The war between men and women Another volley in the gender wars, this via Kelmac:

"Three men married wives from different states. The first man married a woman from Nebraska. He told her that she was to do the dishes and house cleaning. It took a couple of days, but on the third day, he came home to see a clean house and dishes washed and put away.

"The second man married a woman from Kansas. He gave his wife orders that she was to do all the cleaning, dishes and cooking. The first day he didn't see any results, but the next day he saw it was better. By the third day, he saw his house was clean, the dishes were done, and there was a huge dinner on the table.

"The third man married a girl from New Mexico. He ordered her to keep the house cleaned, dishes washed, lawn mowed, laundry washed and hot meals on the table for every meal. The first day he didn't see anything. The second day he didn't see anything. But by the third day, some of the swelling had gone down and he could see a little out of his left eye, and his arm was healed enough that he could fix himself a sandwich and load the dishwasher."

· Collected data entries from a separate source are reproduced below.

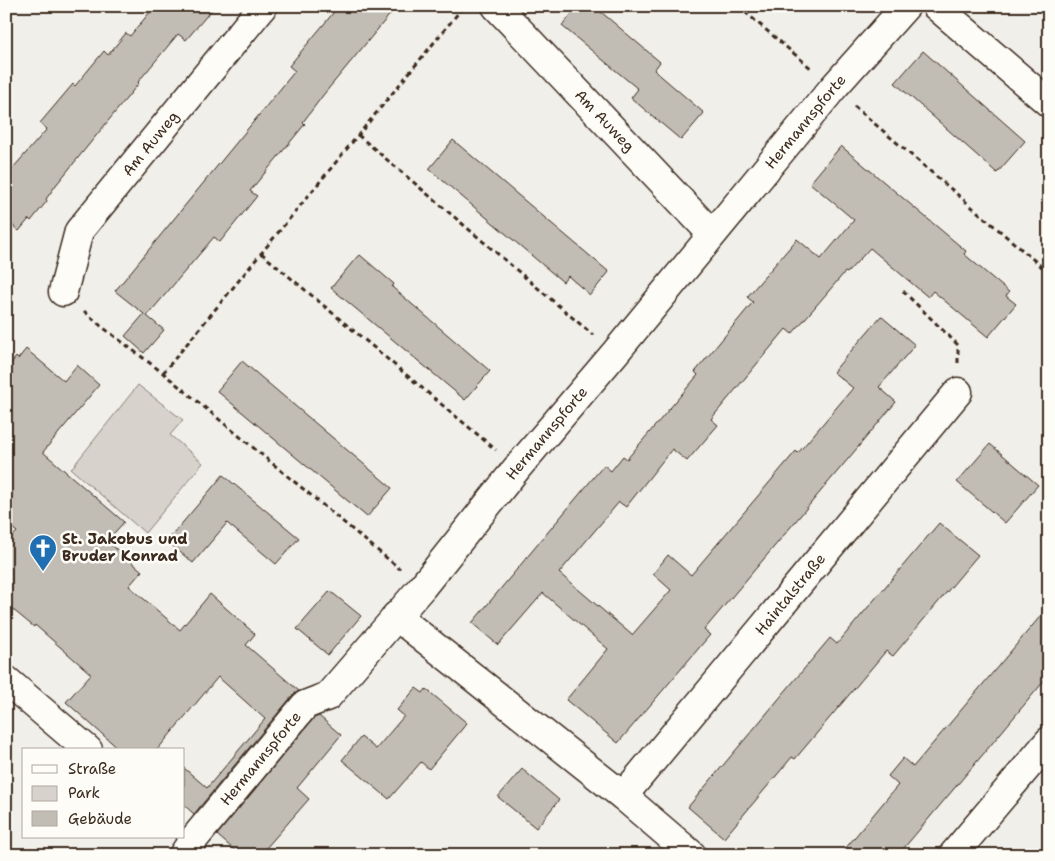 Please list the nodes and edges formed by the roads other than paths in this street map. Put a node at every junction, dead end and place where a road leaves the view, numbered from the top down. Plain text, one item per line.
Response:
1 (263, 6) edge
2 (496, 6) edge
3 (906, 6) edge
4 (936, 6) edge
5 (1049, 103) edge
6 (712, 234) junction
7 (63, 292) road end
8 (958, 392) road end
9 (396, 616) junction
10 (6, 680) edge
11 (1049, 741) edge
12 (86, 748) edge
13 (623, 796) junction
14 (193, 845) edge
15 (692, 855) edge
16 (953, 855) edge

1 - 7 street, Am Auweg
2 - 6 street, Am Auweg
3 - 6 street, Hermannspforte
4 - 5 street
6 - 9 street, Hermannspforte
8 - 13 street, Haintalstraße
9 - 13 street
9 - 14 street, Hermannspforte
10 - 12 street
11 - 16 street
13 - 15 street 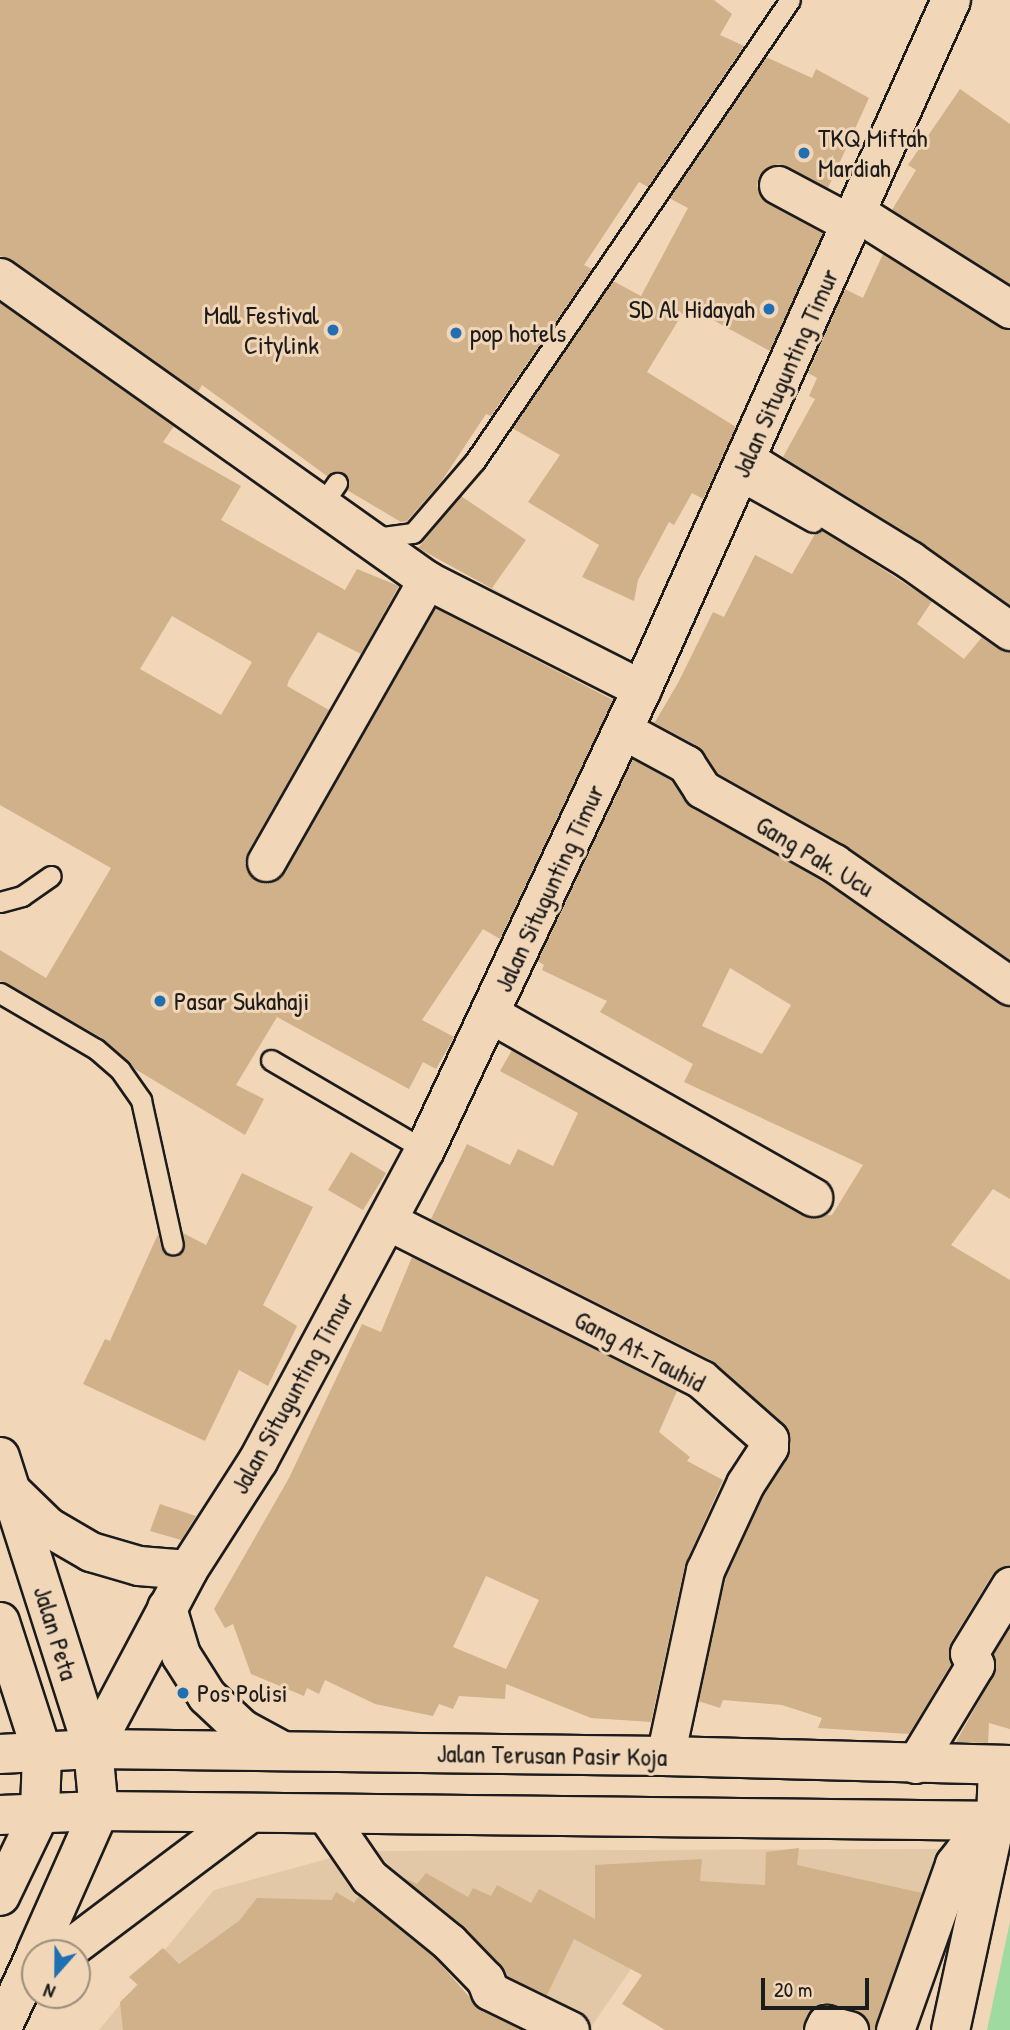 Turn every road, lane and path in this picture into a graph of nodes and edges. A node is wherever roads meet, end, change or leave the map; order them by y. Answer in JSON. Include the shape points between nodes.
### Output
{"nodes":[{"id":1,"x":790,"y":0,"type":"edge"},
{"id":2,"x":951,"y":0,"type":"edge"},
{"id":3,"x":778,"y":185,"type":"dead end"},
{"id":4,"x":854,"y":218,"type":"junction"},
{"id":5,"x":0,"y":269,"type":"edge"},
{"id":6,"x":0,"y":277,"type":"edge"},
{"id":7,"x":1010,"y":309,"type":"edge"},
{"id":8,"x":742,"y":470,"type":"junction"},
{"id":9,"x":337,"y":483,"type":"dead end"},
{"id":10,"x":325,"y":500,"type":"junction"},
{"id":11,"x":813,"y":522,"type":"dead end"},
{"id":12,"x":427,"y":580,"type":"junction"},
{"id":13,"x":1010,"y":631,"type":"edge"},
{"id":14,"x":642,"y":690,"type":"junction"},
{"id":15,"x":623,"y":730,"type":"junction"},
{"id":16,"x":266,"y":862,"type":"dead end"},
{"id":17,"x":51,"y":876,"type":"dead end"},
{"id":18,"x":0,"y":902,"type":"edge"},
{"id":19,"x":1010,"y":986,"type":"edge"},
{"id":20,"x":0,"y":993,"type":"edge"},
{"id":21,"x":489,"y":1013,"type":"junction"},
{"id":22,"x":271,"y":1060,"type":"dead end"},
{"id":23,"x":425,"y":1150,"type":"junction"},
{"id":24,"x":813,"y":1197,"type":"dead end"},
{"id":25,"x":388,"y":1221,"type":"junction"},
{"id":26,"x":173,"y":1245,"type":"dead end"},
{"id":27,"x":0,"y":1457,"type":"edge"},
{"id":28,"x":13,"y":1493,"type":"junction"},
{"id":29,"x":188,"y":1570,"type":"junction"},
{"id":30,"x":1010,"y":1586,"type":"edge"},
{"id":31,"x":167,"y":1608,"type":"junction"},
{"id":32,"x":0,"y":1624,"type":"edge"},
{"id":33,"x":93,"y":1749,"type":"junction"},
{"id":34,"x":42,"y":1752,"type":"junction"},
{"id":35,"x":286,"y":1752,"type":"junction"},
{"id":36,"x":0,"y":1754,"type":"edge"},
{"id":37,"x":665,"y":1756,"type":"junction"},
{"id":38,"x":915,"y":1764,"type":"junction"},
{"id":39,"x":1004,"y":1765,"type":"edge"},
{"id":40,"x":99,"y":1811,"type":"junction"},
{"id":41,"x":40,"y":1813,"type":"junction"},
{"id":42,"x":0,"y":1815,"type":"edge"},
{"id":43,"x":247,"y":1815,"type":"junction"},
{"id":44,"x":327,"y":1816,"type":"junction"},
{"id":45,"x":998,"y":1827,"type":"edge"},
{"id":46,"x":0,"y":1896,"type":"edge"},
{"id":47,"x":44,"y":1939,"type":"edge"},
{"id":48,"x":83,"y":1939,"type":"edge"},
{"id":49,"x":21,"y":1992,"type":"edge"},
{"id":50,"x":5,"y":2028,"type":"edge"},
{"id":51,"x":570,"y":2030,"type":"edge"},
{"id":52,"x":823,"y":2030,"type":"edge"},
{"id":53,"x":849,"y":2030,"type":"edge"},
{"id":54,"x":895,"y":2030,"type":"edge"},
{"id":55,"x":950,"y":2030,"type":"edge"}],
"edges":[{"from":1,"to":10,"type":"lane","via":[[475,461],[413,533],[383,537]]},
{"from":2,"to":4,"type":"main road","name":"Jalan Situgunting Timur"},
{"from":3,"to":4,"type":"street"},
{"from":4,"to":7,"type":"street"},
{"from":4,"to":8,"type":"main road","name":"Jalan Situgunting Timur"},
{"from":5,"to":10,"type":"lane"},
{"from":6,"to":12,"type":"street"},
{"from":8,"to":11,"type":"lane"},
{"from":8,"to":13,"type":"street","via":[[910,560]]},
{"from":8,"to":14,"type":"main road","name":"Jalan Situgunting Timur"},
{"from":9,"to":10,"type":"lane"},
{"from":12,"to":14,"type":"street"},
{"from":12,"to":16,"type":"street"},
{"from":14,"to":15,"type":"main road","name":"Jalan Situgunting Timur"},
{"from":15,"to":19,"type":"street","name":"Gang Pak. Ucu","via":[[686,764],[702,789],[834,863]]},
{"from":15,"to":21,"type":"main road","name":"Jalan Situgunting Timur"},
{"from":17,"to":18,"type":"lane","via":[[22,896]]},
{"from":20,"to":26,"type":"lane","via":[[96,1048],[141,1100]]},
{"from":21,"to":23,"type":"main road","name":"Jalan Situgunting Timur"},
{"from":21,"to":24,"type":"street"},
{"from":22,"to":23,"type":"lane"},
{"from":23,"to":25,"type":"main road","name":"Jalan Situgunting Timur"},
{"from":25,"to":29,"type":"main road","name":"Jalan Situgunting Timur","via":[[258,1461]]},
{"from":25,"to":37,"type":"street","name":"Gang At-Tauhid","via":[[701,1379],[769,1439],[769,1447],[745,1484],[705,1570]]},
{"from":27,"to":28,"type":"main road","name":"Jalan Peta"},
{"from":28,"to":29,"type":"main road","via":[[48,1527],[91,1552],[139,1566]]},
{"from":28,"to":33,"type":"main road","name":"Jalan Peta"},
{"from":29,"to":31,"type":"main road","name":"Jalan Situgunting Timur"},
{"from":30,"to":38,"type":"street","via":[[969,1653],[975,1665]]},
{"from":31,"to":33,"type":"main road","name":"Jalan Situgunting Timur"},
{"from":31,"to":35,"type":"main road","via":[[181,1655],[207,1696],[242,1729]]},
{"from":32,"to":34,"type":"main road","name":"Jalan Peta"},
{"from":33,"to":34,"type":"main road","name":"Jalan Terusan Pasir Koja"},
{"from":33,"to":35,"type":"main road","name":"Jalan Terusan Pasir Koja"},
{"from":33,"to":40,"type":"main road","name":"Jalan Peta"},
{"from":34,"to":36,"type":"main road","name":"Jalan Terusan Pasir Koja"},
{"from":34,"to":41,"type":"main road","name":"Jalan Peta"},
{"from":35,"to":37,"type":"main road","name":"Jalan Terusan Pasir Koja"},
{"from":37,"to":38,"type":"main road","name":"Jalan Terusan Pasir Koja"},
{"from":38,"to":39,"type":"main road","name":"Jalan Terusan Pasir Koja"},
{"from":39,"to":45,"type":"street"},
{"from":40,"to":41,"type":"main road"},
{"from":40,"to":43,"type":"main road"},
{"from":40,"to":47,"type":"main road"},
{"from":41,"to":42,"type":"main road"},
{"from":41,"to":46,"type":"main road"},
{"from":43,"to":44,"type":"main road"},
{"from":43,"to":48,"type":"main road"},
{"from":44,"to":45,"type":"main road"},
{"from":44,"to":51,"type":"street","via":[[369,1877],[449,1942],[485,1979],[490,1991]]},
{"from":45,"to":54,"type":"street","via":[[964,1851],[954,1864]]},
{"from":45,"to":55,"type":"street"},
{"from":49,"to":50,"type":"main road"},
{"from":52,"to":53,"type":"street","via":[[826,2024]]}]} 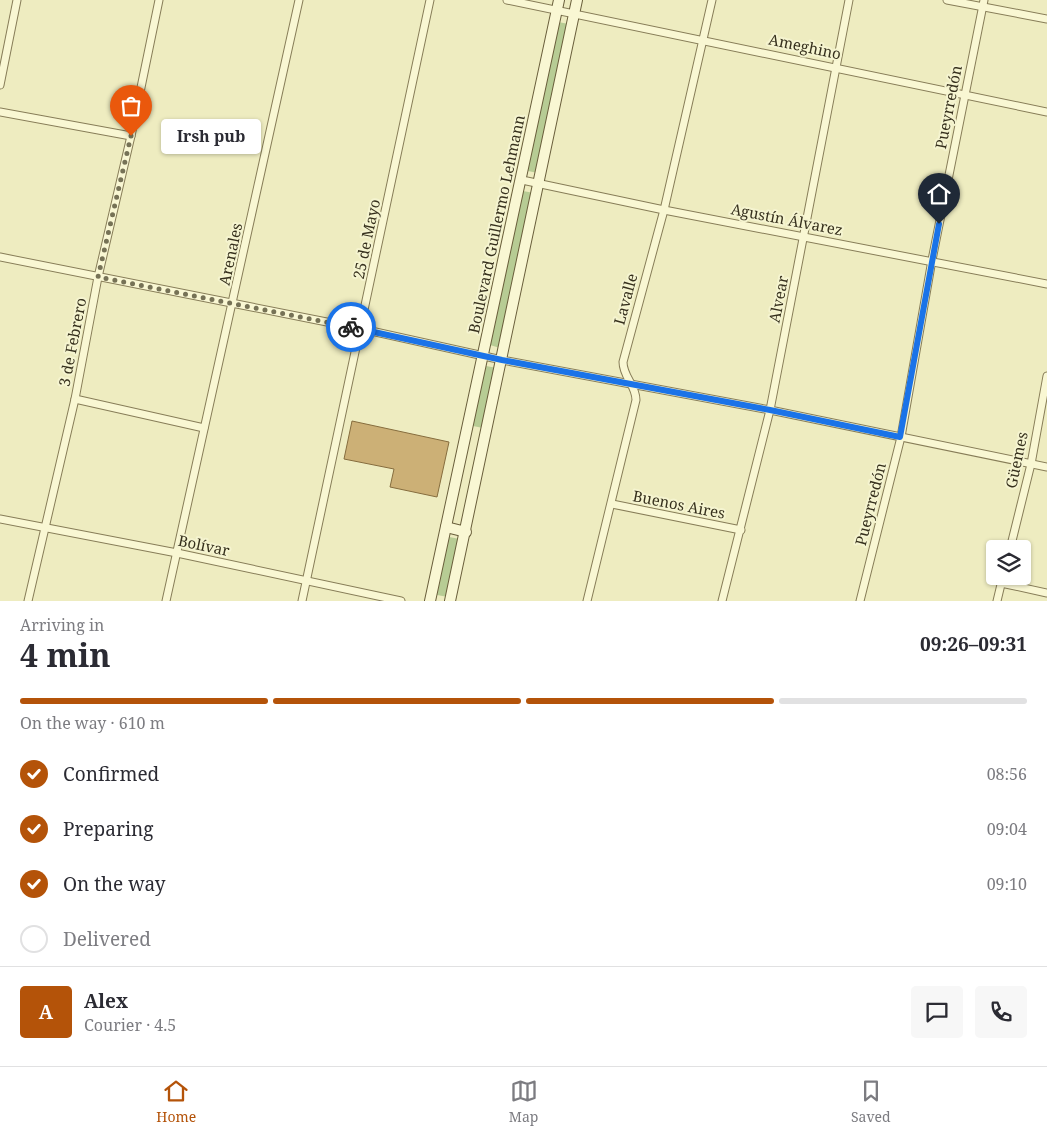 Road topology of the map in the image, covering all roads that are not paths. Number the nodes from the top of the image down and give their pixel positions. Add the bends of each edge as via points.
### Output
1 (17, 0) edge
2 (159, 0) edge
3 (299, 0) edge
4 (430, 0) edge
5 (507, 0) edge
6 (559, 0) edge
7 (577, 0) edge
8 (712, 0) edge
9 (849, 0) edge
10 (947, 0) edge
11 (984, 3) edge
12 (557, 11) junction
13 (575, 15) junction
14 (1047, 20) edge
15 (704, 39) junction
16 (835, 67) junction
17 (0, 85) edge
18 (964, 94) junction
19 (0, 112) edge
20 (1047, 112) edge
21 (131, 136) junction
22 (522, 180) junction
23 (540, 185) junction
24 (664, 210) junction
25 (805, 236) junction
26 (0, 257) edge
27 (932, 260) junction
28 (98, 277) junction
29 (1047, 284) edge
30 (234, 304) junction
31 (362, 329) junction
32 (482, 356) junction
33 (502, 360) junction
34 (1047, 376) edge
35 (632, 384) junction
36 (74, 399) junction
37 (770, 410) junction
38 (204, 428) junction
39 (467, 432) junction
40 (486, 436) junction
41 (900, 437) junction
42 (1030, 464) junction
43 (1047, 467) edge
44 (612, 504) junction
45 (0, 519) edge
46 (446, 527) junction
47 (46, 528) junction
48 (741, 530) junction
49 (466, 532) junction
50 (1012, 540) edge
51 (177, 553) junction
52 (306, 580) junction
53 (1001, 585) edge
54 (1019, 585) edge
55 (1047, 593) edge
56 (28, 601) edge
57 (166, 601) edge
58 (302, 601) edge
59 (401, 601) edge
60 (430, 601) edge
61 (450, 601) edge
62 (587, 601) edge
63 (722, 601) edge
64 (860, 601) edge
65 (997, 601) edge

1 - 17 street
2 - 21 street, 3 de Febrero
3 - 30 street, Arenales
4 - 31 street, 25 de Mayo
5 - 12 street, Ameghino
6 - 12 main road, Boulevard Guillermo Lehmann
7 - 13 main road
8 - 15 street, Lavalle
9 - 16 street, Alvear
10 - 11 street
11 - 14 street
11 - 18 street, Pueyrredón
12 - 13 street, Ameghino
12 - 22 main road, Boulevard Guillermo Lehmann
13 - 15 street, Ameghino
13 - 23 main road
15 - 16 street, Ameghino
15 - 24 street, Lavalle
16 - 18 street, Ameghino
16 - 25 street, Alvear
18 - 20 street, Ameghino
18 - 27 street, Pueyrredón
19 - 21 street
21 - 28 street, 3 de Febrero
22 - 23 street, Agustín Álvarez
22 - 32 main road, Boulevard Guillermo Lehmann
23 - 24 street, Agustín Álvarez
23 - 33 main road
24 - 25 street, Agustín Álvarez
24 - 35 street, Lavalle via 622,362 623,372
25 - 27 street, Agustín Álvarez
25 - 37 street, Alvear
26 - 28 street
27 - 29 street, Agustín Álvarez
27 - 41 street, Pueyrredón
28 - 30 street
28 - 36 street, 3 de Febrero
30 - 31 street
30 - 38 street, Arenales
31 - 32 street
31 - 52 street, 25 de Mayo
32 - 33 street
32 - 39 main road, Boulevard Guillermo Lehmann
33 - 35 street
33 - 40 main road
34 - 42 street, Güemes
35 - 37 street
35 - 44 street, Lavalle via 636,400
36 - 38 street
36 - 47 street, 3 de Febrero
37 - 41 street
37 - 48 street, Alvear
38 - 51 street, Arenales
39 - 40 main road
39 - 46 main road, Boulevard Guillermo Lehmann
40 - 49 main road
41 - 42 street
41 - 64 street, Pueyrredón
42 - 43 street
42 - 50 street, Güemes
44 - 48 street, Buenos Aires
44 - 62 street, Lavalle
45 - 47 street, Bolívar
46 - 49 main road
46 - 60 main road, Boulevard Guillermo Lehmann
47 - 51 street, Bolívar
47 - 56 street, 3 de Febrero
48 - 63 street, Alvear
49 - 61 main road
51 - 52 street, Bolívar
51 - 57 street, Arenales
52 - 58 street, 25 de Mayo
52 - 59 street, Bolívar
53 - 65 street
54 - 55 street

Annals of physical fitness If you find yourself lagging on your New Year's resolutions already, you might consider this idea from Ned Ludd:

"A guy calls a company and orders their five-day, 10-pound weight-loss program. The next day, there's a knock on the door and there stands before him a voluptuous, athletic, 19-year-old babe dressed in nothing but a pair of Nike running shoes and a sign around her neck. She introduces herself as a representative of the weight-loss company. The sign reads, 'If you can catch me, you can have me.'

"Without a second thought, he takes off after her. A few miles later, huffing and puffing, he finally gives up.

"The same girl shows up for the next four days and the same thing happens. On the fifth day, he weighs himself and is delighted to find he has lost 10 pounds as promised. He calls the company and orders their five-day, 20-pound program.

"The next day there's a knock at the door and there stands the most stunning, beautiful, sexy woman he has ever seen in his life. She is wearing nothing but Reebok running shoes and a sign around her neck that reads, 'If you catch me you can have me'.

"He's out the door after her like a shot. This girl is in excellent shape and he does his best, but no such luck. So for the next four days, the same routine happens, with him gradually getting in better and better shape. Much to his delight, on the fifth day when he weighs himself, he discovers that he has lost another 20 pounds as promised. He decides to go for broke and calls the company to order the seven-day, 50-pound program.

"'Are you sure?' asks the representative on the phone. 'This is our most rigorous program.'

"'Absolutely,' he replies. 'I haven't felt this good in years.'

"The next day there's a knock at the door. When he opens it, he finds a huge muscular guy standing there wearing nothing but pink running shoes and a sign around his neck that reads, 'If I catch you, your ass is mine.'

"He lost 63 pounds that week."





Lying with statistics Short and not so sweet, this one's from Bubba in the Garage:

"According to a study, 98% of Americans say, 'Oh, (expletive)!' before going in the ditch on a slippery road.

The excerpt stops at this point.